• **Instructions to follow**: Look through the data below and return each line where "VIBHAVADI" appears.

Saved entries
Segment Open

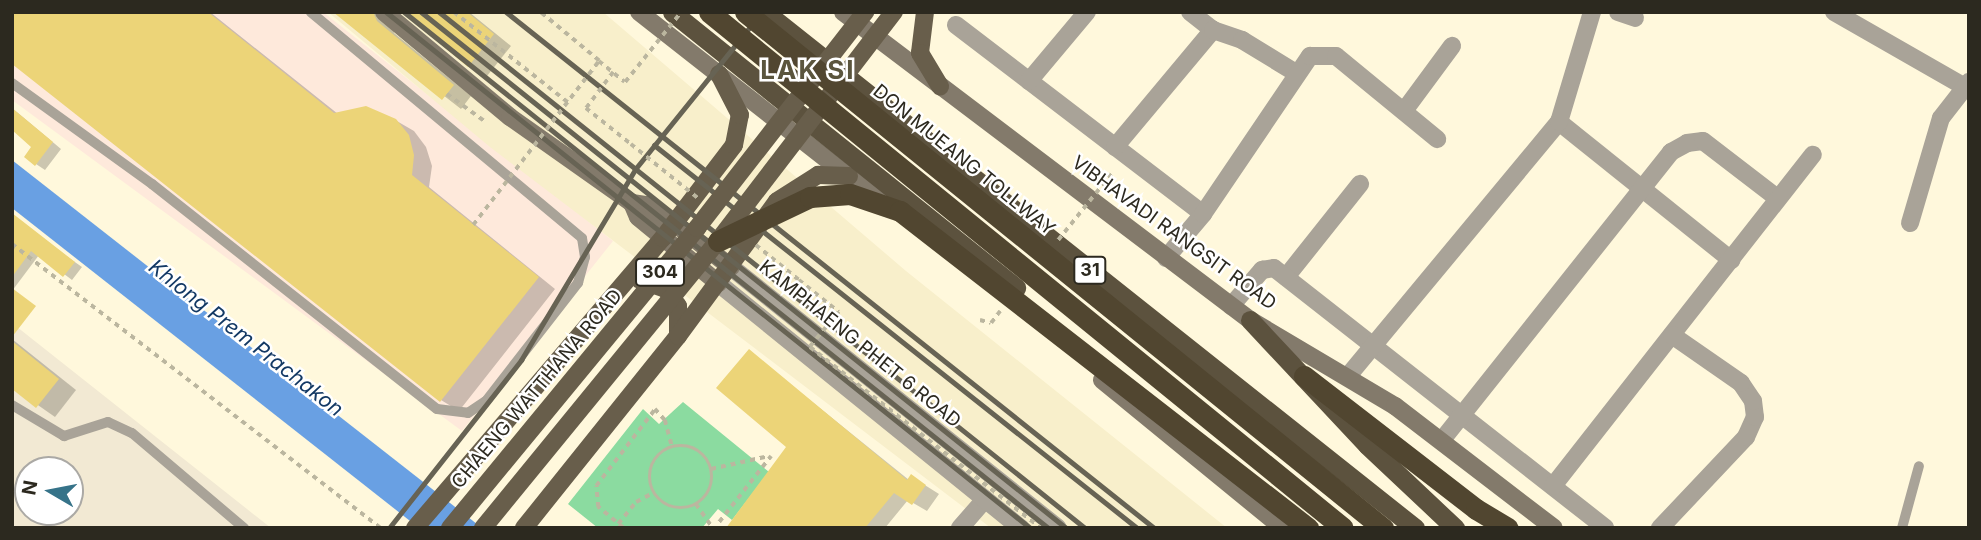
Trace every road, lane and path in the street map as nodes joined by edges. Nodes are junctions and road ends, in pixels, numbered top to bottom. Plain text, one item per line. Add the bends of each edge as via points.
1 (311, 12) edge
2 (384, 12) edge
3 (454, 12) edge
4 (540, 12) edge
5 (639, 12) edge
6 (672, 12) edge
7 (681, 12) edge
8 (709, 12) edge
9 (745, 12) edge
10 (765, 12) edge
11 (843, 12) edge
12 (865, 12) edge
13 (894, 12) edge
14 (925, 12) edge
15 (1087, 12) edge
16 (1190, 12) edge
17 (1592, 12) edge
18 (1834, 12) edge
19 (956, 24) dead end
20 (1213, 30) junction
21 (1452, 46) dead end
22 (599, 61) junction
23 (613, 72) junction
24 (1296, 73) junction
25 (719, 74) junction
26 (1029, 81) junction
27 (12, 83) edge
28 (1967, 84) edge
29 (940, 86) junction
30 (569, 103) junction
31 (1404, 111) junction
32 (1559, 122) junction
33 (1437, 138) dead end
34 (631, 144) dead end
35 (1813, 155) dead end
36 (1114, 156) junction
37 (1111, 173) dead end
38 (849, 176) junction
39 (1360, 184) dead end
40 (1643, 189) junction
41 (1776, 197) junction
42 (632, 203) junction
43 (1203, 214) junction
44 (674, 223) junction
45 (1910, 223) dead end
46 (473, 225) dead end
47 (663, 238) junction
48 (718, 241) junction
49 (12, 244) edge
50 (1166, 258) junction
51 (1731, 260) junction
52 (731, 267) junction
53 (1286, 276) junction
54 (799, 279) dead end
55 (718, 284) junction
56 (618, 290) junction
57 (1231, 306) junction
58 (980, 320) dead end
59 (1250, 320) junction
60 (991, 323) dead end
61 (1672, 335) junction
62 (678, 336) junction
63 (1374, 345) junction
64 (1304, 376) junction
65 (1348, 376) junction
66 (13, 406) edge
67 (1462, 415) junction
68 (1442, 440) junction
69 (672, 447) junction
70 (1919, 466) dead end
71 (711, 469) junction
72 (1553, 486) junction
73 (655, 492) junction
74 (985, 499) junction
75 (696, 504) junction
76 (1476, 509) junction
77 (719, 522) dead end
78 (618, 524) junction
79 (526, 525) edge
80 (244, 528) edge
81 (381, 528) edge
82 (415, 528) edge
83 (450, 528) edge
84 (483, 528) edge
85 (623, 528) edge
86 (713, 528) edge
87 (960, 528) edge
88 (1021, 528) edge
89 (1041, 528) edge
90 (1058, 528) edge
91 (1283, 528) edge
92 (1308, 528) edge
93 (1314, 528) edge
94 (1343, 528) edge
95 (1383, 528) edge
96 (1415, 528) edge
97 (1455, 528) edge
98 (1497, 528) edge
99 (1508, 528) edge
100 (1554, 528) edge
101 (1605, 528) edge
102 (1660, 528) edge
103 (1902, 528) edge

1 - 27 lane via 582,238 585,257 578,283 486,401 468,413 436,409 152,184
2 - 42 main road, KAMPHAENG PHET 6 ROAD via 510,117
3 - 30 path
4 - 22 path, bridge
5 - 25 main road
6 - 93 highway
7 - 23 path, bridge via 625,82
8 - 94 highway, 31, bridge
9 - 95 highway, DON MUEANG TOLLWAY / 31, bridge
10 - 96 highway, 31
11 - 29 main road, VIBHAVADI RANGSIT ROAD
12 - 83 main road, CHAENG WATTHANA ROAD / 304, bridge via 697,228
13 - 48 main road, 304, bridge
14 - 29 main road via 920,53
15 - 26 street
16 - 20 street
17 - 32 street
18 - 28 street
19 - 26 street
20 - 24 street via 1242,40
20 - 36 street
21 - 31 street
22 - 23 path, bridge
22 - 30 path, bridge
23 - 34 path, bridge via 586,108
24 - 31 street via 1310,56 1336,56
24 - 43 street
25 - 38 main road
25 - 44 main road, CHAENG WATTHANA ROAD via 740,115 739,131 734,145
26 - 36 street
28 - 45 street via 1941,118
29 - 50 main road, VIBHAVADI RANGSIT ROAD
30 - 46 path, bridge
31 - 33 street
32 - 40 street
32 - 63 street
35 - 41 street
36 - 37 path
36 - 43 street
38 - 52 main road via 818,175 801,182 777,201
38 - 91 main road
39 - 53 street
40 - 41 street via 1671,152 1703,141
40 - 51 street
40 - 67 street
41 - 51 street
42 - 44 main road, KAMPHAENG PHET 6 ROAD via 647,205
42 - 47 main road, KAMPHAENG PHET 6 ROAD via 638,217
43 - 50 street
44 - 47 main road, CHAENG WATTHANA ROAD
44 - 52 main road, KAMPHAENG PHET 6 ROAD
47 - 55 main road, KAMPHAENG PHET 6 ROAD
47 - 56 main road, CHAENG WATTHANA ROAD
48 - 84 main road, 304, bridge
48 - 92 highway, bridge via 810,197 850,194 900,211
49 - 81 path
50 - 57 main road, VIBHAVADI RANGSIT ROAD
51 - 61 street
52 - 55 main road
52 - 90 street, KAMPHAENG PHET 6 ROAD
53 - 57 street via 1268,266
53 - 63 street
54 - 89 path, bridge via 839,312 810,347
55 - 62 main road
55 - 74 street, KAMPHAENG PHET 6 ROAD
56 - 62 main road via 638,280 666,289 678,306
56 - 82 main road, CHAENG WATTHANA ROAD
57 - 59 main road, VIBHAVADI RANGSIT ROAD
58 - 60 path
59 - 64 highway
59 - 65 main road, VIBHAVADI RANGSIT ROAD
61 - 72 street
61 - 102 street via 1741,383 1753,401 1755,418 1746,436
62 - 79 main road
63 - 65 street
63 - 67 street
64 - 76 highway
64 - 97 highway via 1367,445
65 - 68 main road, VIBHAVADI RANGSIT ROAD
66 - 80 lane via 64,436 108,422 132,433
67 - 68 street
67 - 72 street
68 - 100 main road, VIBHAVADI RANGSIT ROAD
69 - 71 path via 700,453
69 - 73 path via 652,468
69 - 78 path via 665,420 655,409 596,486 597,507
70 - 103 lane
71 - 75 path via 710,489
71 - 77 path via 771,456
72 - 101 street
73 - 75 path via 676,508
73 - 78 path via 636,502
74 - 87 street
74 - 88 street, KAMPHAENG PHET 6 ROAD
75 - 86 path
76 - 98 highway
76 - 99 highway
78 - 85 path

Segment Closed

• **Solved exercise**:
11 - 29 main road, VIBHAVADI RANGSIT ROAD
29 - 50 main road, VIBHAVADI RANGSIT ROAD
50 - 57 main road, VIBHAVADI RANGSIT ROAD
57 - 59 main road, VIBHAVADI RANGSIT ROAD
59 - 65 main road, VIBHAVADI RANGSIT ROAD
65 - 68 main road, VIBHAVADI RANGSIT ROAD
68 - 100 main road, VIBHAVADI RANGSIT ROAD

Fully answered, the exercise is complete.